Records provided section start

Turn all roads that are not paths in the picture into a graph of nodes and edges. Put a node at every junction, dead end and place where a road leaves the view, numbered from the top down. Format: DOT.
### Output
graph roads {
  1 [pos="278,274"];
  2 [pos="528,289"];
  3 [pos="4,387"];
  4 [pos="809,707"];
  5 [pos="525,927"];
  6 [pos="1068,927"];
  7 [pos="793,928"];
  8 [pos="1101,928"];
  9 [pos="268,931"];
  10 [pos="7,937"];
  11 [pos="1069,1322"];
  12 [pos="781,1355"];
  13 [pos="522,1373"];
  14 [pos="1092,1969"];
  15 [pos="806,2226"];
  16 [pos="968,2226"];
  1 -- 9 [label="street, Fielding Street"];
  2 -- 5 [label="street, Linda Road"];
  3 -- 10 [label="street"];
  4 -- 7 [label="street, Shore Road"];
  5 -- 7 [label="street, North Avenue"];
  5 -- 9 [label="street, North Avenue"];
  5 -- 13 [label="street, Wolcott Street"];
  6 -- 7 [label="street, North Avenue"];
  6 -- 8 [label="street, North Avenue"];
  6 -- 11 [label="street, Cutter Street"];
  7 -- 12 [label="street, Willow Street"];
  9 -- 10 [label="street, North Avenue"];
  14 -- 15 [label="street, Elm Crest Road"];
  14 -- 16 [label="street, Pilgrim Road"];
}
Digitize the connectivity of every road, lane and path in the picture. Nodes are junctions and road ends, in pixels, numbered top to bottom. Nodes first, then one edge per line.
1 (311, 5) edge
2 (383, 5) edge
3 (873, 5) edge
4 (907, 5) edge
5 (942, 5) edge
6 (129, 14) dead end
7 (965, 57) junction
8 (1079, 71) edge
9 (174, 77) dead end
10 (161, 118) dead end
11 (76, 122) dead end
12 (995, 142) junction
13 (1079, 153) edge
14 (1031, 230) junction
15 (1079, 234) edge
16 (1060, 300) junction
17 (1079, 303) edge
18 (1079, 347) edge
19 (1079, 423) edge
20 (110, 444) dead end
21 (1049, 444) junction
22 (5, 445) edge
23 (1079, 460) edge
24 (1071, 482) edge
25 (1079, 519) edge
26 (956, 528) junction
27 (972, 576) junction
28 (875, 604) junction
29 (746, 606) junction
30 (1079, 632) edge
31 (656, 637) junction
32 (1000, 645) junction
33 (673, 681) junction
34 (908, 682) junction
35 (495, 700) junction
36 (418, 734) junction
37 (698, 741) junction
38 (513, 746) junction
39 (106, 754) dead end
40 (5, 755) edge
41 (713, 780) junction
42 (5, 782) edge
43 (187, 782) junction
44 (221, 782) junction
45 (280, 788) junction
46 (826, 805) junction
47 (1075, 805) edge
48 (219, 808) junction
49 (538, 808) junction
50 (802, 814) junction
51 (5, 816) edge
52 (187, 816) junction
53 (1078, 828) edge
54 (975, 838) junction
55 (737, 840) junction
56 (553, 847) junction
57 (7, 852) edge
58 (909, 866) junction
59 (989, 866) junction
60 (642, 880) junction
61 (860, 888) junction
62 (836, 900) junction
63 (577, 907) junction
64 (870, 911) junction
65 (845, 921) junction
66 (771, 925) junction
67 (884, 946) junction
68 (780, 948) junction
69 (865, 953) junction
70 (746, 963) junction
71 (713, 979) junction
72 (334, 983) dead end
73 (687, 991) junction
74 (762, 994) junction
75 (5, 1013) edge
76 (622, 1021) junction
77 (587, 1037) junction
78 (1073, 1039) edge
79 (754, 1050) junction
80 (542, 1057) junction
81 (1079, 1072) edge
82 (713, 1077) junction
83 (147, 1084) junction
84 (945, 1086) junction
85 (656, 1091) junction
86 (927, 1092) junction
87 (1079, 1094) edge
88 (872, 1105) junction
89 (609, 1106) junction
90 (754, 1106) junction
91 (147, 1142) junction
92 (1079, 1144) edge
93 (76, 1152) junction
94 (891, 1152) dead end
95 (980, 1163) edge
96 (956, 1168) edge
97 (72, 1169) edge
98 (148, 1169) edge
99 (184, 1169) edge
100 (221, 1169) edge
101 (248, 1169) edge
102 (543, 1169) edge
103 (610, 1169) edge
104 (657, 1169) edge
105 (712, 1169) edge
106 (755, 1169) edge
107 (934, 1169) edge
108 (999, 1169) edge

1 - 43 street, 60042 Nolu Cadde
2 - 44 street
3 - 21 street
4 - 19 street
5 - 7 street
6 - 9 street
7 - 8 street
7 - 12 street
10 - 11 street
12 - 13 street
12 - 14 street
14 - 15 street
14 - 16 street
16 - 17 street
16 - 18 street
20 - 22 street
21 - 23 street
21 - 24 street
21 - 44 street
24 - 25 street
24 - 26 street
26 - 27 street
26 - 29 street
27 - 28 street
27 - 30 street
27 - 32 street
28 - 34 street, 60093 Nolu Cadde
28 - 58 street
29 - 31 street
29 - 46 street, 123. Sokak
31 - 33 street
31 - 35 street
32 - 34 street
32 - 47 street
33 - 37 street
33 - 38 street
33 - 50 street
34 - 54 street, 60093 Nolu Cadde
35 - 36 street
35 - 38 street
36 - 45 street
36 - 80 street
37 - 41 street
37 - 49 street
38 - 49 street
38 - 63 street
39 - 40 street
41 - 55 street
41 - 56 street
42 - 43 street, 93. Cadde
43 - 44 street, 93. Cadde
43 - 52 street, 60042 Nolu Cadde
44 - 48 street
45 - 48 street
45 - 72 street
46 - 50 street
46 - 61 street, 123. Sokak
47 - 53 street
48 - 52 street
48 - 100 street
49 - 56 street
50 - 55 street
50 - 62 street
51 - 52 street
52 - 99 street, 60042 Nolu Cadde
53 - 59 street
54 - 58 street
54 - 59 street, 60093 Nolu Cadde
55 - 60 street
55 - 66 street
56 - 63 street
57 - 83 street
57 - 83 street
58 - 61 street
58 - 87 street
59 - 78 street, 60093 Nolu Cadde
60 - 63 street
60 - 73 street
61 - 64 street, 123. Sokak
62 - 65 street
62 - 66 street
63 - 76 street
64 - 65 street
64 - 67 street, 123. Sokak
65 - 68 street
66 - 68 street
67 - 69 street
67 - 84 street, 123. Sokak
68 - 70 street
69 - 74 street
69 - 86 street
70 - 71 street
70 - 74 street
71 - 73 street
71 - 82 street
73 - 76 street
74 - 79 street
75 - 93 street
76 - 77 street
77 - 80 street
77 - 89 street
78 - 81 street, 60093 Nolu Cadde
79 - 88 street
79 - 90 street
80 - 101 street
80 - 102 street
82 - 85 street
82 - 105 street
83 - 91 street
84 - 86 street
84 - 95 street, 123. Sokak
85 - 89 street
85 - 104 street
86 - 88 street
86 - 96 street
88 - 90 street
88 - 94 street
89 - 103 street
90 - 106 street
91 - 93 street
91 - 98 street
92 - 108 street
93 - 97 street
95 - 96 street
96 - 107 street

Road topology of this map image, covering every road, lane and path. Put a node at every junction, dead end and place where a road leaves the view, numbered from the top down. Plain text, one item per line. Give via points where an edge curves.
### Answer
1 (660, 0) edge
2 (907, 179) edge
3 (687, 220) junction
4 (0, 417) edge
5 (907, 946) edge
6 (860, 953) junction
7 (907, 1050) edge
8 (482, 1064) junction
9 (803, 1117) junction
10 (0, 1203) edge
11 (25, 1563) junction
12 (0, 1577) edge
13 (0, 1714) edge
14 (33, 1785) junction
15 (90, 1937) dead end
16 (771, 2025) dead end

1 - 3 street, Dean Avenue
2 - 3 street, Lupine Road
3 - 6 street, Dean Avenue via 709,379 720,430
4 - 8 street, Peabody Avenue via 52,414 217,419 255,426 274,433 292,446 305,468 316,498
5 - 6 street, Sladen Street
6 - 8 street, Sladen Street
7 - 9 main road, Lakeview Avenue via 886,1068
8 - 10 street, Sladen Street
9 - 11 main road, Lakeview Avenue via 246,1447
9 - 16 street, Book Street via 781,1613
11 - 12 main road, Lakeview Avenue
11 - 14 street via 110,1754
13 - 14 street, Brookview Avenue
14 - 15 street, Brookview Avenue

Records provided section end

#### [Your objective]
Please show the lines in the entries above that hold the string "Sladen".

#### [Response]
5 - 6 street, Sladen Street
6 - 8 street, Sladen Street
8 - 10 street, Sladen Street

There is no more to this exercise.